• _TASK GOAL_
Pictures aside, each entry has to be returned exactly as it stands.

Content starts

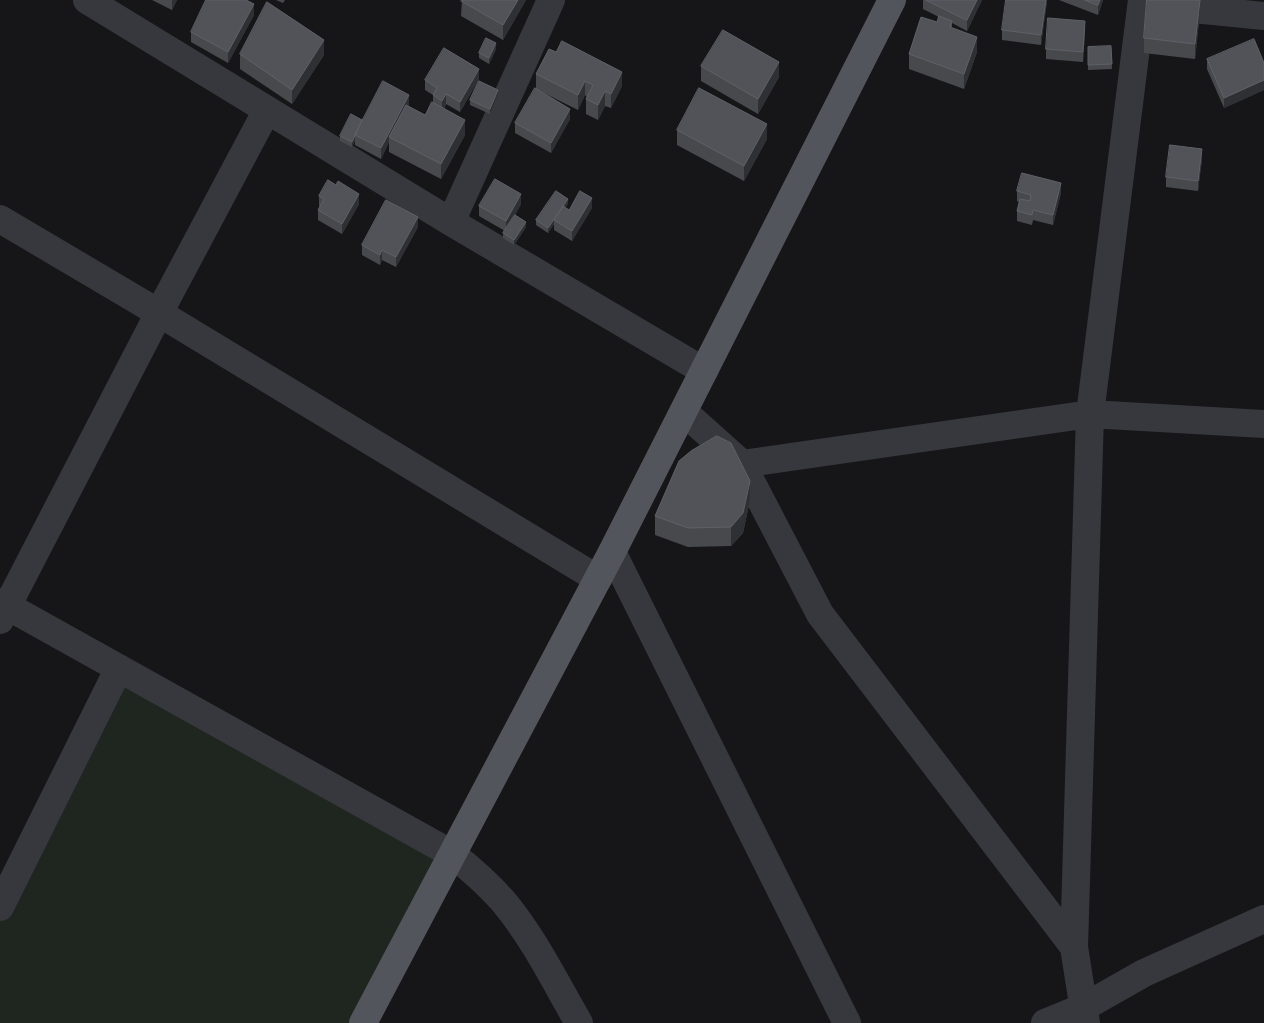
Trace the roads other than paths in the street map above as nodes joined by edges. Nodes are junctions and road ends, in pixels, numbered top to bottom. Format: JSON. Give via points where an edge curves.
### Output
{"nodes":[{"id":1,"x":87,"y":0,"type":"edge"},
{"id":2,"x":551,"y":0,"type":"edge"},
{"id":3,"x":892,"y":0,"type":"edge"},
{"id":4,"x":1141,"y":2,"type":"edge"},
{"id":5,"x":1264,"y":16,"type":"edge"},
{"id":6,"x":267,"y":110,"type":"junction"},
{"id":7,"x":0,"y":219,"type":"edge"},
{"id":8,"x":451,"y":222,"type":"junction"},
{"id":9,"x":158,"y":312,"type":"junction"},
{"id":10,"x":704,"y":371,"type":"junction"},
{"id":11,"x":684,"y":412,"type":"junction"},
{"id":12,"x":1090,"y":414,"type":"junction"},
{"id":13,"x":1264,"y":424,"type":"edge"},
{"id":14,"x":742,"y":464,"type":"junction"},
{"id":15,"x":612,"y":552,"type":"junction"},
{"id":16,"x":598,"y":579,"type":"junction"},
{"id":17,"x":2,"y":609,"type":"edge"},
{"id":18,"x":118,"y":668,"type":"junction"},
{"id":19,"x":452,"y":854,"type":"junction"},
{"id":20,"x":0,"y":908,"type":"edge"},
{"id":21,"x":1264,"y":919,"type":"edge"},
{"id":22,"x":1074,"y":947,"type":"junction"},
{"id":23,"x":1085,"y":1015,"type":"edge"},
{"id":24,"x":363,"y":1023,"type":"edge"},
{"id":25,"x":579,"y":1023,"type":"edge"},
{"id":26,"x":847,"y":1023,"type":"edge"},
{"id":27,"x":1045,"y":1023,"type":"edge"}],
"edges":[{"from":1,"to":6,"type":"street"},
{"from":2,"to":8,"type":"street"},
{"from":3,"to":10,"type":"main road"},
{"from":4,"to":5,"type":"street"},
{"from":4,"to":12,"type":"street"},
{"from":6,"to":8,"type":"street"},
{"from":6,"to":9,"type":"street"},
{"from":7,"to":9,"type":"street"},
{"from":8,"to":10,"type":"street"},
{"from":9,"to":16,"type":"street"},
{"from":9,"to":17,"type":"street"},
{"from":10,"to":11,"type":"main road"},
{"from":11,"to":14,"type":"street"},
{"from":11,"to":15,"type":"main road"},
{"from":12,"to":13,"type":"street"},
{"from":12,"to":14,"type":"street"},
{"from":12,"to":22,"type":"street"},
{"from":14,"to":22,"type":"street","via":[[820,614]]},
{"from":15,"to":16,"type":"main road"},
{"from":15,"to":26,"type":"street"},
{"from":16,"to":19,"type":"main road"},
{"from":17,"to":18,"type":"street"},
{"from":18,"to":19,"type":"street"},
{"from":18,"to":20,"type":"street"},
{"from":19,"to":24,"type":"main road"},
{"from":19,"to":25,"type":"street","via":[[488,884],[519,921]]},
{"from":21,"to":23,"type":"street","via":[[1144,973]]},
{"from":22,"to":23,"type":"street"},
{"from":23,"to":27,"type":"street"}]}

Content ends

• _ANSWER FOR THE TASK_
Trace the roads other than paths in the street map above as nodes joined by edges. Nodes are junctions and road ends, in pixels, numbered top to bottom. Format: JSON. Give via points where an edge curves.
### Output
{"nodes":[{"id":1,"x":87,"y":0,"type":"edge"},
{"id":2,"x":551,"y":0,"type":"edge"},
{"id":3,"x":892,"y":0,"type":"edge"},
{"id":4,"x":1141,"y":2,"type":"edge"},
{"id":5,"x":1264,"y":16,"type":"edge"},
{"id":6,"x":267,"y":110,"type":"junction"},
{"id":7,"x":0,"y":219,"type":"edge"},
{"id":8,"x":451,"y":222,"type":"junction"},
{"id":9,"x":158,"y":312,"type":"junction"},
{"id":10,"x":704,"y":371,"type":"junction"},
{"id":11,"x":684,"y":412,"type":"junction"},
{"id":12,"x":1090,"y":414,"type":"junction"},
{"id":13,"x":1264,"y":424,"type":"edge"},
{"id":14,"x":742,"y":464,"type":"junction"},
{"id":15,"x":612,"y":552,"type":"junction"},
{"id":16,"x":598,"y":579,"type":"junction"},
{"id":17,"x":2,"y":609,"type":"edge"},
{"id":18,"x":118,"y":668,"type":"junction"},
{"id":19,"x":452,"y":854,"type":"junction"},
{"id":20,"x":0,"y":908,"type":"edge"},
{"id":21,"x":1264,"y":919,"type":"edge"},
{"id":22,"x":1074,"y":947,"type":"junction"},
{"id":23,"x":1085,"y":1015,"type":"edge"},
{"id":24,"x":363,"y":1023,"type":"edge"},
{"id":25,"x":579,"y":1023,"type":"edge"},
{"id":26,"x":847,"y":1023,"type":"edge"},
{"id":27,"x":1045,"y":1023,"type":"edge"}],
"edges":[{"from":1,"to":6,"type":"street"},
{"from":2,"to":8,"type":"street"},
{"from":3,"to":10,"type":"main road"},
{"from":4,"to":5,"type":"street"},
{"from":4,"to":12,"type":"street"},
{"from":6,"to":8,"type":"street"},
{"from":6,"to":9,"type":"street"},
{"from":7,"to":9,"type":"street"},
{"from":8,"to":10,"type":"street"},
{"from":9,"to":16,"type":"street"},
{"from":9,"to":17,"type":"street"},
{"from":10,"to":11,"type":"main road"},
{"from":11,"to":14,"type":"street"},
{"from":11,"to":15,"type":"main road"},
{"from":12,"to":13,"type":"street"},
{"from":12,"to":14,"type":"street"},
{"from":12,"to":22,"type":"street"},
{"from":14,"to":22,"type":"street","via":[[820,614]]},
{"from":15,"to":16,"type":"main road"},
{"from":15,"to":26,"type":"street"},
{"from":16,"to":19,"type":"main road"},
{"from":17,"to":18,"type":"street"},
{"from":18,"to":19,"type":"street"},
{"from":18,"to":20,"type":"street"},
{"from":19,"to":24,"type":"main road"},
{"from":19,"to":25,"type":"street","via":[[488,884],[519,921]]},
{"from":21,"to":23,"type":"street","via":[[1144,973]]},
{"from":22,"to":23,"type":"street"},
{"from":23,"to":27,"type":"street"}]}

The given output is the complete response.